## What this task involves
The answer must be the full listing, repeated word for word.
═════ Task material ═════
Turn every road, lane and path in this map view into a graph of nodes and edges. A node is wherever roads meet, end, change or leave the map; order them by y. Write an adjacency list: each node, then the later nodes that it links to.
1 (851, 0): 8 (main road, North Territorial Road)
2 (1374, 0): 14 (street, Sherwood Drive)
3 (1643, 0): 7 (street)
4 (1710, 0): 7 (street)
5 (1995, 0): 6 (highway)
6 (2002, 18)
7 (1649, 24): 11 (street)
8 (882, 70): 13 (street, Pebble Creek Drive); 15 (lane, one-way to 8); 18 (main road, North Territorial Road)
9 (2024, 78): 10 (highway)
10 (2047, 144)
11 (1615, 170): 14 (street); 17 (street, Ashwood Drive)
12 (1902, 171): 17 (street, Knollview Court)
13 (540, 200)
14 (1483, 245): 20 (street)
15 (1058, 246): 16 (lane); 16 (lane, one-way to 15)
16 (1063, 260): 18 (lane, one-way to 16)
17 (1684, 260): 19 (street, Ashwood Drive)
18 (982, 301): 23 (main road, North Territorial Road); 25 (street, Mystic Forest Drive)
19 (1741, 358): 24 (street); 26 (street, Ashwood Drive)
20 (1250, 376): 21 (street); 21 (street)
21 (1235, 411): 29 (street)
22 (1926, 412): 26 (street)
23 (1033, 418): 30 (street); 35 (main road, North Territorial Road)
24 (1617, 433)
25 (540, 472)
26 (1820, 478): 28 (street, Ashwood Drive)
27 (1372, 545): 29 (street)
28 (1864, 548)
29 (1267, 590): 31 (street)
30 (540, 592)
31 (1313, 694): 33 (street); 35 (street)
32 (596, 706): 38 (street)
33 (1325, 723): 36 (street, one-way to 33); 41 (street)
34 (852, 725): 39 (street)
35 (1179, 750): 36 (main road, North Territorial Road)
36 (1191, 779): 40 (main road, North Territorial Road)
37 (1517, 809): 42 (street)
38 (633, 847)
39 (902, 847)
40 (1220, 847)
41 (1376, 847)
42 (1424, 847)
═════
## Solution to this problem
Turn every road, lane and path in this map view into a graph of nodes and edges. A node is wherever roads meet, end, change or leave the map; order them by y. Write an adjacency list: each node, then the later nodes that it links to.
1 (851, 0): 8 (main road, North Territorial Road)
2 (1374, 0): 14 (street, Sherwood Drive)
3 (1643, 0): 7 (street)
4 (1710, 0): 7 (street)
5 (1995, 0): 6 (highway)
6 (2002, 18)
7 (1649, 24): 11 (street)
8 (882, 70): 13 (street, Pebble Creek Drive); 15 (lane, one-way to 8); 18 (main road, North Territorial Road)
9 (2024, 78): 10 (highway)
10 (2047, 144)
11 (1615, 170): 14 (street); 17 (street, Ashwood Drive)
12 (1902, 171): 17 (street, Knollview Court)
13 (540, 200)
14 (1483, 245): 20 (street)
15 (1058, 246): 16 (lane); 16 (lane, one-way to 15)
16 (1063, 260): 18 (lane, one-way to 16)
17 (1684, 260): 19 (street, Ashwood Drive)
18 (982, 301): 23 (main road, North Territorial Road); 25 (street, Mystic Forest Drive)
19 (1741, 358): 24 (street); 26 (street, Ashwood Drive)
20 (1250, 376): 21 (street); 21 (street)
21 (1235, 411): 29 (street)
22 (1926, 412): 26 (street)
23 (1033, 418): 30 (street); 35 (main road, North Territorial Road)
24 (1617, 433)
25 (540, 472)
26 (1820, 478): 28 (street, Ashwood Drive)
27 (1372, 545): 29 (street)
28 (1864, 548)
29 (1267, 590): 31 (street)
30 (540, 592)
31 (1313, 694): 33 (street); 35 (street)
32 (596, 706): 38 (street)
33 (1325, 723): 36 (street, one-way to 33); 41 (street)
34 (852, 725): 39 (street)
35 (1179, 750): 36 (main road, North Territorial Road)
36 (1191, 779): 40 (main road, North Territorial Road)
37 (1517, 809): 42 (street)
38 (633, 847)
39 (902, 847)
40 (1220, 847)
41 (1376, 847)
42 (1424, 847)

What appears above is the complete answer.